The reaction rate when the rate-determining step has a back reaction

Question

For some reason, I am reviewing general chemistry and I find that the elementary reaction for the rate-determining step (RDS) is assumed to be irreversible, that is, single arrow, in all questions that I see.

For example, think a reaction consisting of two elementary reactions:

$$\ce{A + B <=>[k_1][k_1^\prime] C} \tag{fast, reversible}$$

$$\ce{C ->[k_2] D} \tag{slow}$$

Then the overall reaction is $\ce{A + B -> D}$, and the rate is then

$$\text{rate} = k_{2}[\mathrm{C}].$$

Now, I'm curious about the rate when the equation becomes like

$$ \ce{A + B <=>[k_{1}][k_{1}^\prime] C \:(\mathrm{fast, reversible)} \\ C \color{red}{<=>[k_{2}][k_{2}^\prime]} D\:(\mathrm{slow)} } $$

In this case, I think the rate expression should be changed. From the overall chemical equation ($\ce{A + B -> D}$), the rate itself is defined as $$ \mathrm{rate} = \frac{\mathrm{d}[\mathrm{D}]}{\mathrm{d}t}, $$ and checking the reactions related to $[\mathrm{D}]$ in the RDS, $$ \frac{\mathrm{d}[\mathrm{D}]}{\mathrm{d}t} = k_{2}[\mathrm{C}] - k_{2}'[\mathrm{D}]. $$ Thus, the rate is $$ \mathrm{rate} = k_{2}[\mathrm{C}] - k_{2}'[\mathrm{D}]. $$

Though, I'm not sure if the reasoning is right. Is it correct?

Answer 1

Thus, the rate is $$ \mathrm{rate} = k_{2}[\mathrm{C}] - k{_2}'[\mathrm{D}]. $$ Though, I'm not sure if the reasoning is right. Is it correct?
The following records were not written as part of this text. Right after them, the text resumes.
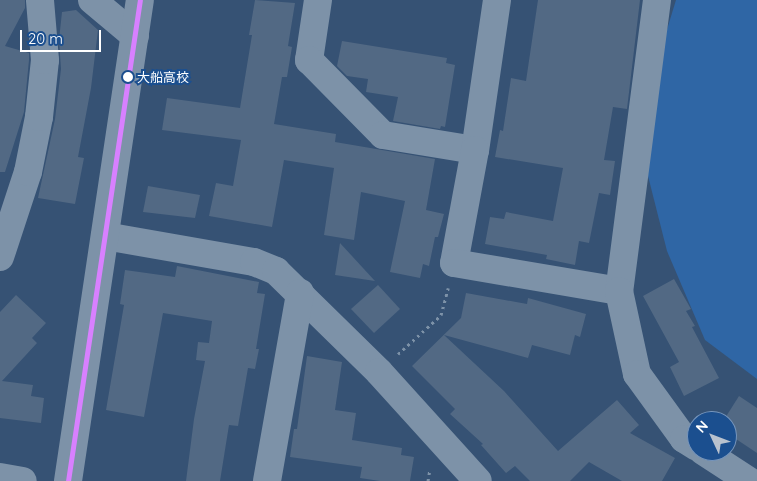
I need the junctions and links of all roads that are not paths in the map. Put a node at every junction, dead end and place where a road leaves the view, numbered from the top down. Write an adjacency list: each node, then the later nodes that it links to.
1 (40, 0): 10 (street)
2 (92, 0): 7 (street)
3 (140, 0): 7 (street)
4 (318, 0): 8 (street)
5 (497, 0): 8 (street)
6 (657, 0): 11 (street)
7 (134, 36): 9 (street)
8 (475, 150): 11 (street)
9 (105, 236): 12 (street); 17 (street)
10 (0, 257)
11 (619, 291): 13 (street)
12 (300, 293): 18 (street); 19 (street)
13 (687, 441)
14 (718, 461): 20 (street)
15 (0, 477): 16 (street)
16 (23, 481)
17 (68, 481)
18 (267, 481)
19 (478, 481)
20 (749, 481)

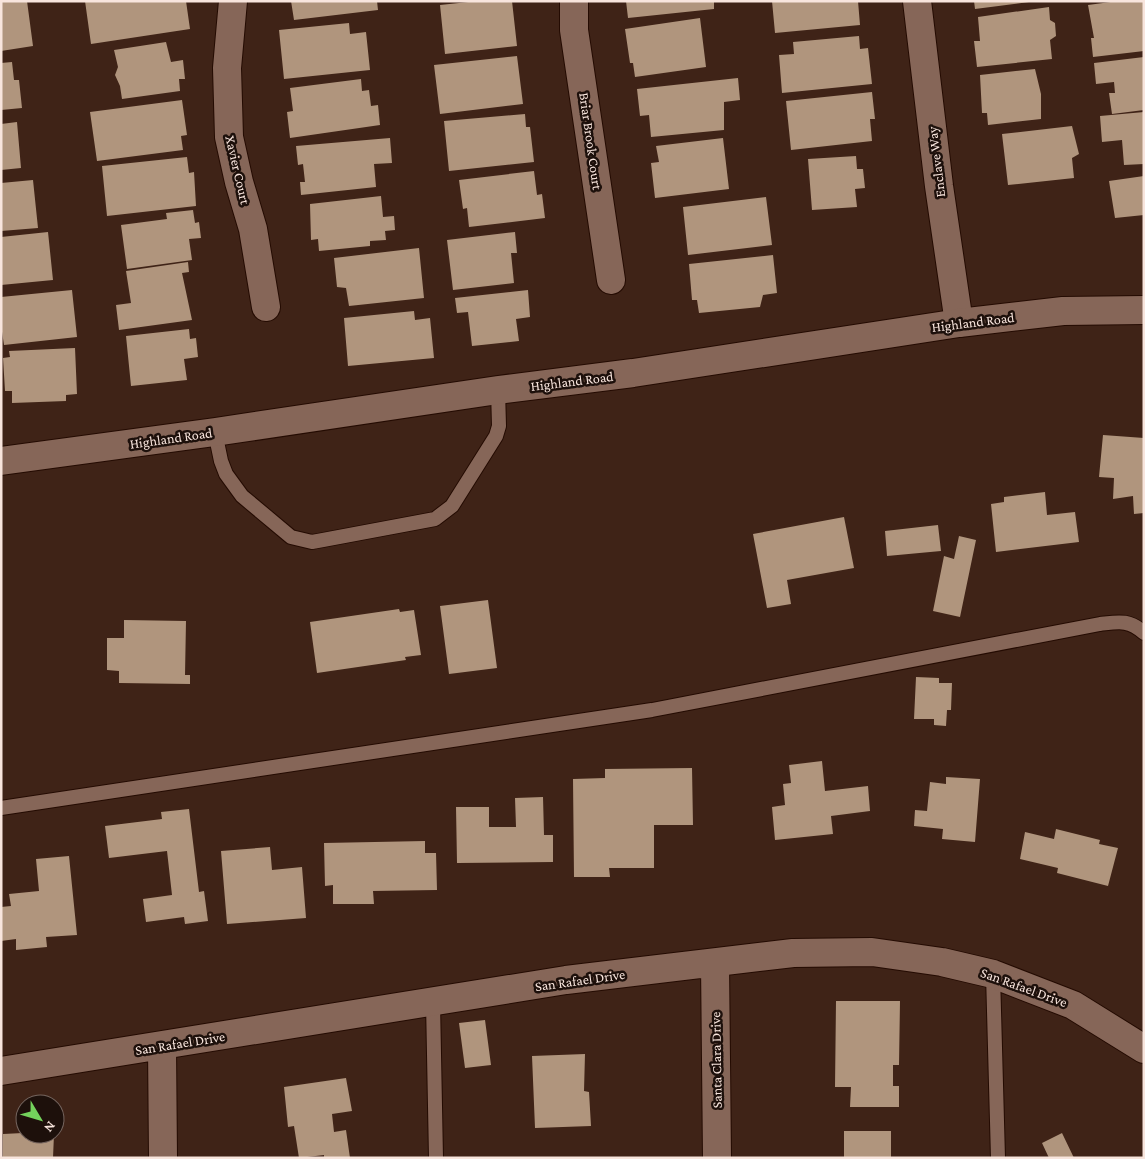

This is correct but does not give you much insight into how [D] changes over time. This system will reach equilibrium eventually. If you call the equilibrium concentrations $[\ce{C}]_{eq}$ and $[\ce{D}]_{eq}$, and $\epsilon$ the difference between current and equilibrium concentration for C, you get the following:

$$[\ce{C}] = [\ce{C}]_{eq} + \epsilon\tag{1}$$ $$[\ce{D}] = [\ce{D}]_{eq} - \epsilon\tag{2}$$

Also, the rates are equal at equilibrium:

$$ k_2 [\ce{C}]_{eq} - k{_2}'[\ce{D}]_{eq} = 0\tag{3}$$

Plugging all of this into the rate equation gives:

$$\frac{d[\ce{D}]}{dt} = -\frac{d\epsilon}{dt} = k_{2}[\mathrm{C}] - k{_2}'[\mathrm{D}]\tag{4}$$

$$= k_{2}([\ce{C}]_{eq} + \epsilon) - k{_2}'([\ce{D}]_{eq} - \epsilon)$$

$$= k_{2} \epsilon - k{_2}'(- \epsilon)\tag{*}$$

$$ = (k_{2} + k{_2}') \cdot \epsilon$$

The simplification yielding the expression labelled '*' is because the net rate at equilibrium is zero (substituting (3) into the previous expression). As a result, you get a first order behavior of approching equilibrium with respect to the "excess concentration" $\epsilon$. When you integrate this, $\epsilon$ decays exponentially, with the sum of the forward and reverse rate constant in the exponent. This is somewhat surprising because we started out with these rate constants appearing with opposite signs in the (correct) rate expression given by the OP. However, this result is correct and well-known from temperature jump kinetics.

What about A and B?

The derivation above is for a two-species system $\ce{C<=>D}$. If A and B are in fast equilibrium with C, equation (1) or (2) has to be modified to account for A and B supplying more C as it reacts to D. One way is to define $[\mathcal{C}] = [\ce{A}] + [\ce{C}]$ and write (instead of (1)):

$$[\mathcal{C}] = [\mathcal{C}]_{eq} + \epsilon\tag{1'}$$

Because the first equilibrium is fast, you can calculate $\ce{A, B and C}$ from $[\mathcal{C}]$ at any point in time, and you would have to adjust equation (4) accordingly. The details depend on whether $\ce{A and B}$ are present at stoichiometric amounts or one of them is in excess. If one of them is in large excess, the result would just be different by a constant $\beta$, i.e.

$$ \mathrm{rate} = (\beta k_{2} + {k_2}') \cdot \epsilon$$

where $\beta$ depends on the equilibrium constant of the first (fast) reaction and the concentration of the reactant in excess.